N'est-il pas évident que nous traversons aujourd'hui dans notre Parti une
période où, ayant des pierres et des maçons, il nous manque justement ce fil
visible à tout le monde et auquel chacun pourrait s'en tenir ? Laissons crier
ceux qui soutiennent qu'en tendant le fil (…) du moment que notre fil a été
tendu correctement, nous voulions qu'il fût approuvé pour sa rectitude même, et
non pour avoir été tendu par un organe officiel.(…) Si nous avions un groupe de
maçons expérimentés, suffisamment solidaires pour pouvoir sans cordeau poser
les pierres où il convient (à parler abstraitement, ce n'est pas du tout
impossible), nous pourrions peut-être nous saisir d'un autre maillon. Le
malheur est précisément que nous n'avons pas encore de ces maçons expérimentés
et solidaires; que, fréquemment, les pierres sont posées au petit bonheur, au
mépris du cordeau, sans être cimentées l'une à l'autre, au point que l'ennemi
n'a qu'à souffler dessus pour les disperser, non comme des pierres, mais comme
des grains de sable.
Les échafaudages ne sont
nullement nécessaires pour la bâtisse elle-même; ils sont faits avec un
matériel de qualité inférieure; ils sont dressés pour un temps relativement
court et jetés au feu dès que l'édifice est terminé dans ses grandes lignes. En
ce qui concerne la construction d'organisations révolutionnaires, l'expérience
atteste (par exemple, dans la période de 1870-80) que l'on réussit parfois à
construire sans échafaudages. Mais maintenant nous ne saurions même nous
représenter qu'il soit possible d'élever sans échafaudages l'édifice dont nous
avons besoin. (…) Beaucoup (Nadiéjdine est de ce nombre) ont reproché à l'Iskra
de fournir de maigres renseignements sur le chômage, de ne donner que des
correspondances fortuites sur les choses les plus ordinaires de la vie rurale.
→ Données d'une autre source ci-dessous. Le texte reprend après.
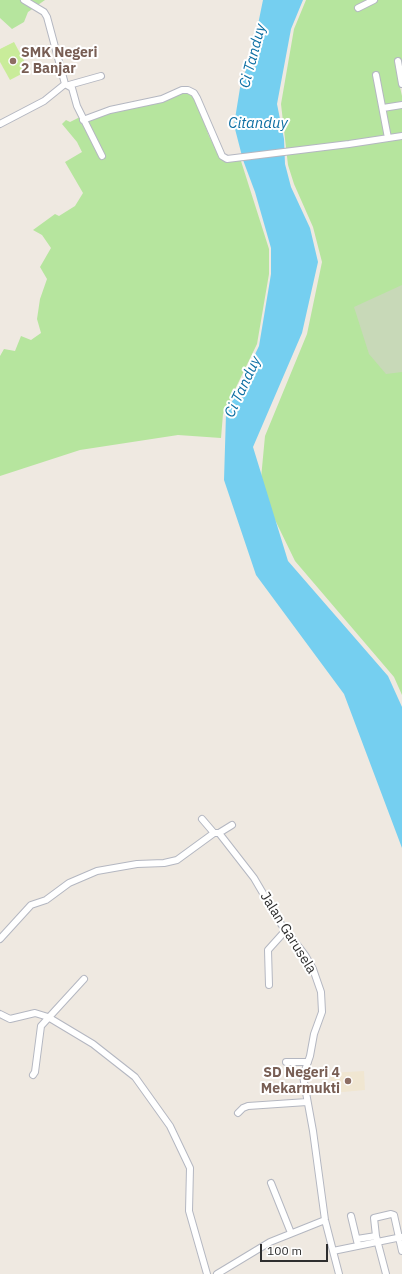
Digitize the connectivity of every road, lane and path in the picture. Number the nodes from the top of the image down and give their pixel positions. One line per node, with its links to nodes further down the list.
1 (24, 0): 8 (street)
2 (374, 0): 3 (street)
3 (358, 8)
4 (398, 61): 5 (street)
5 (401, 74): 9 (street)
6 (376, 75): 11 (street)
7 (101, 76): 8 (street)
8 (67, 84): 12 (street); 13 (street)
9 (402, 84)
10 (402, 105): 11 (street)
11 (383, 108): 15 (street)
12 (83, 120): 15 (street); 16 (street)
13 (0, 124)
14 (402, 136): 15 (street)
15 (388, 138)
16 (102, 156)
17 (202, 819): 19 (street, Jalan Garusela)
18 (232, 825): 19 (street)
19 (216, 833): 20 (street, Jalan Garusela); 21 (street)
20 (286, 930): 23 (street); 27 (street, Jalan Garusela)
21 (0, 939)
22 (84, 979): 25 (street)
23 (269, 985)
24 (0, 1014): 25 (street)
25 (48, 1017): 28 (street); 40 (street)
26 (286, 1062): 27 (street)
27 (308, 1062): 29 (street, Jalan Garusela)
28 (33, 1075)
29 (307, 1102): 30 (street); 33 (street, Jalan Garusela)
30 (238, 1113)
31 (271, 1183): 34 (street)
32 (351, 1216): 37 (street)
33 (325, 1220): 34 (street); 38 (street, Jalan Garusela)
34 (291, 1233): 41 (street)
35 (400, 1237): 36 (street); 36 (street); 39 (street)
36 (377, 1239): 37 (street); 43 (street)
37 (358, 1242): 38 (street)
38 (333, 1251): 42 (street, Jalan Garusela)
39 (402, 1251)
40 (208, 1274)
41 (217, 1274)
42 (339, 1274)
43 (386, 1274)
Le reproche est fondé; mais ici l'Iskra est “coupable sans avoir
péché”. Nous nous efforçons de “tendre” également notre “fil” à travers la
campagne; mais presque nulle part il n'y a de maçons; il nous faut encourager
tous ceux qui nous communiquent même les faits les plus ordinaires, dans
l'espoir que cela augmentera le nombre de nos collaborateurs dans ce domaine et
nous apprendra à nous tous à choisir enfin des faits véritablement
saillants. (…) Et si réellement nous parvenions à obtenir que la totalité
ou la majeure partie des comités, groupes et cercles locaux, s'associent
activement à l’œuvre commune, nous pourrions à très bref délai mettre sur pied
un hebdomadaire, régulièrement diffusé à des dizaines de milliers d'exemplaires
dans toute la Russie. Ce journal serait comme une partie d'un gigantesque
soufflet de forge qui attise chaque étincelle de la lutte de classe et de l'indignation
populaire, pour en faire jaillir un immense incendie ».
Le soufflet de forge au
musée
Lénine utilise donc une image en vogue dans la classe
ouvrière de la fin du 19e siècle : la forge. La forge symbolise
la force, le lieu où l’homme vainc l’acier, lui donne forme selon sa volonté. Tout
le volontarisme bolchevique se retrouve dans cette image, assez bancale,
malheureuse et dangereuse finalement : chaque étincelle est attisée et
finit par foutre le feu à la boutique du forgeron ! Songez, Lénine veut
former les forgerons qui vont « diriger la lutte », donc battre le
fer pendant qu’il est chaud. Pendant que l’acier refroidi, les forgerons vont
collecter des informations pour les envoyer au comité central qui va les
sélectionner pour les publier dans un journal unique, centralisé nationalement ;
et il demande de vraies infos sur les chômeurs. Voilà le journal promu « organisateur
collectif » ; en fait, comme l’ont imité tous les maximalistes et les
gauchistes jusqu’à leurs faibles publications aujourd’hui, le journal dans
toutes les sectes politiques radicales est l’évangile mensuel : les
cénacles se réunissent pour commenter la dernière édition, louer la ligne
générale en générale, et, éventuellement, si le membre présent du comité
central ne fait pas les gros yeux, proposer d’inclure tel ou tel sujet. La
rédaction d’article est considérée comme une promotion indubitable qui flatte l’intéressé,
quoique souvent tarabusté (« il te faut reprendre ton article camarade car
il ne correspond pas à l’orientation générale définie par la dernière
commission exécutive plénière »). Au moins avec les bordiguistes, pas de
menues flatteries, aucun article n’est signé, et si une connerie est défendue
cela retombe sur tous.
Le journal d’agitation et de propagande maximaliste a
pris un coup de vieux, comme les tracts (mais les tacts peuvent être encore un
bon moyen d’agitation) à l’ère du web. Plusieurs journaux se sont appelés « l’étincelle »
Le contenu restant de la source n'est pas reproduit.